Early life stressors display a high universal prevalence and constitute a major public health problem with two thirds of youth being exposed to potentially traumatic experiences by the age of 17. Traumatic stress exposure during critical periods of development may have essential and long-lasting effects on the physical and mental health of individuals and represents a developmental risk factor mediating risk for disease. Early-life stress (ELS) and childhood trauma (CT) can both have an impact on sensitive neuronal brain networks involved in stress reactions, and could exert a programming effect on glucocorticoid signaling leading to chronic hyper- or hypo-activation of the stress system. In addition, alterations in emotional and autonomic reactivity, circadian rhythm disruption, functional and structural changes in the brain, as well as immune and metabolic dysregulation have been lately identified as important risk factors for a chronically impaired homeostatic balance after ELS/CT. Furthermore, human genetic background and epigenetic modifications through stress-related gene expression could interact with these alterations and explain inter-individual variation in vulnerability or resilience to stress. This narrative review presents relevant evidence from mainly human research on the most acknowledged neurobiological allostatic pathways exerting enduring adverse effects of ELS/CT even decades later.

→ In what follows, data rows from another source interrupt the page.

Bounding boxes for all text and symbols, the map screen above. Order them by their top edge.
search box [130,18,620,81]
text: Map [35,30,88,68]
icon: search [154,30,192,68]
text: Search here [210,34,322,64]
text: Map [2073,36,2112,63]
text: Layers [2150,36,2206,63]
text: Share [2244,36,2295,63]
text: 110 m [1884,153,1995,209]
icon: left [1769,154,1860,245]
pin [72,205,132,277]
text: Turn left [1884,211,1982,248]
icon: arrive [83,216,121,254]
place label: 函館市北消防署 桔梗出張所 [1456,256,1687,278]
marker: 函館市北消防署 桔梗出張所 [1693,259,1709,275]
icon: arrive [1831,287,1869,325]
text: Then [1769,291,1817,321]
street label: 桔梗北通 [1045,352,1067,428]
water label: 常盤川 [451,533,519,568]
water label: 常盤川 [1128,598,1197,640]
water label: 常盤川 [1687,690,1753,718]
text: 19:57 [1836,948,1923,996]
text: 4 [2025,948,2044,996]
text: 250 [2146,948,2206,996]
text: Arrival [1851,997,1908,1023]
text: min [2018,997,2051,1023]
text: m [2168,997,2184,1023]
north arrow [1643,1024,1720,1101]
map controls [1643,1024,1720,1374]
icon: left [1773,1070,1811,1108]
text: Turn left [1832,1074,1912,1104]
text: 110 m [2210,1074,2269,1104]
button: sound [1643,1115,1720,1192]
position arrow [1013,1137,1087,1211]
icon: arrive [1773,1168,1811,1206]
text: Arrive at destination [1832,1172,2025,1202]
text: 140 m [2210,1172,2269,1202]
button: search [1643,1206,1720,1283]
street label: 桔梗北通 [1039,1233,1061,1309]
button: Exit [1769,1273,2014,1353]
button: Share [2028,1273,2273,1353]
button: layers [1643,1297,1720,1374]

Future studies should prospectively investigate potential confounders, their temporal sequence and combined effects at the biological level, while considering the potentially delayed time-frame for the expression of their effects. Finally, screening strategies for ELS/CT and trauma need to be improved. Information about ELS/CT history and the number of adverse experiences could help to better identify the individual risk for disease development, predict individual treatment response and design prevention strategies to reduce the negative effects of ELS/CT. 

KEYWORDS: Early life stress; childhood trauma; hypothalamus-pituitary-adrenal-axis (HPA axis); glucocorticoids; autonomic nervous system. 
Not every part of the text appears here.